Es evidente que tras la caída de Saddam, el desmantelamiento de su partido Baas y de toda la estructura pública iraquí comprendiendo la judicatura, la policía, el ejército y la Administración, sumió al país en el caos y abrió el camino a los enfrentamientos sangrientos entre árabes sunitas y chiítas, al particularismo kurdo y a la irrupción de Al-Qaeda. Los ayatollás iraníes por supuesto aprovecharon la oportunidad y desde el primer momento comenzaron a actuar dentro del territorio iraquí mediante sus satélites y agentes infiltrados. Mientras los Estados Unidos mantuvieron un fuerte contingente de tropas en Irak, la situación no se descontroló del todo y la tutela del mando supremo del ejército ocupante y de la Embajada norteamericana sobre el Gobierno de Bagdad dirigió los acontecimientos en busca de la construcción de una democracia sólida y estable.

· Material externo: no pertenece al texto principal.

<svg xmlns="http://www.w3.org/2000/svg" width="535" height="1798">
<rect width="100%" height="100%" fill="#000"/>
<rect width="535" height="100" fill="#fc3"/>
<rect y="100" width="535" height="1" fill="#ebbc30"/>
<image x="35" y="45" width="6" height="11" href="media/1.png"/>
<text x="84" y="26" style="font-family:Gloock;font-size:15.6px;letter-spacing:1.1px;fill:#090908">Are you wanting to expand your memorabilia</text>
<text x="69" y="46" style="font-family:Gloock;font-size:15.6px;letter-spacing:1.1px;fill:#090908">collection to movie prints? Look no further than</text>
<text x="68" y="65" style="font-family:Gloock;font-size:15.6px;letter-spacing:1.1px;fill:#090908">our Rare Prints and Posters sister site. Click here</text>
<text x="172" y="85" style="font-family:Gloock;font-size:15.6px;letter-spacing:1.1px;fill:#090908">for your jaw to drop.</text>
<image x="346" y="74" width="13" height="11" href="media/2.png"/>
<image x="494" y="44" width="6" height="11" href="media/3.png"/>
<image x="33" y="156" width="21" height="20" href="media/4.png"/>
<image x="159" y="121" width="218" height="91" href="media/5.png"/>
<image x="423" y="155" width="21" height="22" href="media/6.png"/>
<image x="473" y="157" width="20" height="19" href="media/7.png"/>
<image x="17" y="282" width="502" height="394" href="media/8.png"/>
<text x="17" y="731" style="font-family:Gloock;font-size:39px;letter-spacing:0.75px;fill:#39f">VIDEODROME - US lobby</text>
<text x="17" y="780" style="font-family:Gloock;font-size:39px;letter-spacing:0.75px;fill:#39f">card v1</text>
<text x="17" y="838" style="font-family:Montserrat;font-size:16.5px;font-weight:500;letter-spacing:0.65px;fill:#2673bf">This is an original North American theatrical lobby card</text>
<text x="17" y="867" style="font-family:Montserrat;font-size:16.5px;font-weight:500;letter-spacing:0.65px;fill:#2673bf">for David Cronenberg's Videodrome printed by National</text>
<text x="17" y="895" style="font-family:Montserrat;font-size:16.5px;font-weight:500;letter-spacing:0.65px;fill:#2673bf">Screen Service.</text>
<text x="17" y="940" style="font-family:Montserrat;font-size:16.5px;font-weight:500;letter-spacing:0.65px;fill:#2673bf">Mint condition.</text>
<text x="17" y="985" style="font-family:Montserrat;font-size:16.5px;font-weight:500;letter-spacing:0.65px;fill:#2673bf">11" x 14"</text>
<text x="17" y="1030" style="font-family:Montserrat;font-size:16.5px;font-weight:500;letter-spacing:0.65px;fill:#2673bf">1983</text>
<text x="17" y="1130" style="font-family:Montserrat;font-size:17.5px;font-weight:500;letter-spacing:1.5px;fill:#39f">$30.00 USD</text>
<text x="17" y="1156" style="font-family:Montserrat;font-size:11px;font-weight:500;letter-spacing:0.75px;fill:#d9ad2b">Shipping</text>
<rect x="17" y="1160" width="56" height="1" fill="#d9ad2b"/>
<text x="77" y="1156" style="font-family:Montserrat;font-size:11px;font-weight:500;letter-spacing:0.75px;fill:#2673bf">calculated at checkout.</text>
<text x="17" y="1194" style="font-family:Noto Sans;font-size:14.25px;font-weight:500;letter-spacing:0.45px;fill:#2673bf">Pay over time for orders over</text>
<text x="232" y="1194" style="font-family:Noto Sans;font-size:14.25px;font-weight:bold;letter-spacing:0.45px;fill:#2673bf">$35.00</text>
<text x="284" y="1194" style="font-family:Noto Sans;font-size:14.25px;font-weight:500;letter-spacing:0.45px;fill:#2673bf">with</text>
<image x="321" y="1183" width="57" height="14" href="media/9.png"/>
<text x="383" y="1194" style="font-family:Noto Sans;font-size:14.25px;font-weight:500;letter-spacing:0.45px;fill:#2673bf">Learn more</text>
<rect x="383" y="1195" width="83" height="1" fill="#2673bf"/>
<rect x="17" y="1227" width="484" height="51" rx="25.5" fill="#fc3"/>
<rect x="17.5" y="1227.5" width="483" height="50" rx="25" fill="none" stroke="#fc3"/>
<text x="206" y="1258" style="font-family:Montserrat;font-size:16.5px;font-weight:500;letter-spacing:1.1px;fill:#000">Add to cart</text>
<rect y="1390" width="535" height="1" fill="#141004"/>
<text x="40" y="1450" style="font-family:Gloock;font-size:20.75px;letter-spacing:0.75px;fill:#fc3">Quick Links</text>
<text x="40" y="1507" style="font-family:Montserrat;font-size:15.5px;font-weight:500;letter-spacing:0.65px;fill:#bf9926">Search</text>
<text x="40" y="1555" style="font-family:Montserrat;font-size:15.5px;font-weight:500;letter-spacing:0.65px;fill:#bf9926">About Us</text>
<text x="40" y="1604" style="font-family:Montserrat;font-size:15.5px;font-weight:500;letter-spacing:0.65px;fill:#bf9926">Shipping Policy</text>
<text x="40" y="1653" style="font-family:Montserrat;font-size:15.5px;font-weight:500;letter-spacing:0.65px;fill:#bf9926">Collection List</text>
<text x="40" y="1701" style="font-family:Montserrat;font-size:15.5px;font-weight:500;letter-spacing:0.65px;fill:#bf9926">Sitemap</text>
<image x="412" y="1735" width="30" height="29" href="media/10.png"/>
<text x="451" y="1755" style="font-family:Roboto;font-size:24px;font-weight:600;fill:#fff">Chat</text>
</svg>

Sin embargo, estos esfuerzos, apoyados permanentemente por la Unión Europea, han fracasado por haber elegido al hombre equivocado para la misión. En efecto, Nur-al-Maliki es un político chiíta sectario, rencoroso, corrupto y ególatra que ha sustituido la dictadura de Saddam y el partido Baas por la suya y la de su organización Dawa. Maliki concentra en sus manos los departamentos de interior, defensa e inteligencia, y maneja férreamente el banco central y el negocio del petróleo. Su persecución, acoso y tortura de sus oponentes no ha cesado desde que llegó al poder y se ha recrudecido con posterioridad a la partida de las fuerzas estadounidenses.
Hoy Irak es un régimen autoritario y represivo bajo la férula del Ayatollá Supremo de Teherán, cuyo objetivo es la conquista de su vecino y la imposición violenta en el mismo de un islamismo fundamentalista, imperialista y agresivo. Este desastre se hubiera evitado si Obama hubiese seguido en 2010 los consejos de algunos expertos que le instaron a sustituir a Maliki por otra figura mucho más inclusiva y honrada, como el Vicepresidente Abdul Mahdi. El empecinamiento del Presidente norteamericano y de su segundo Joe Biden en sostener a toda costa a Maliki les ha arrastrado hasta el lodazal presente del cual es casi imposible que salgan. En tanto que en Irak no se forme un Gobierno de unidad nacional con participación de árabes y kurdos, sunitas, chiítas y cristianos, que acabe con el terrorismo de Al-Qaeda, la nefasta influencia iraní y la demencia del ISIS, la región seguirá siendo un polvorín que al estallar ponga en peligro la paz y la estabilidad mundiales.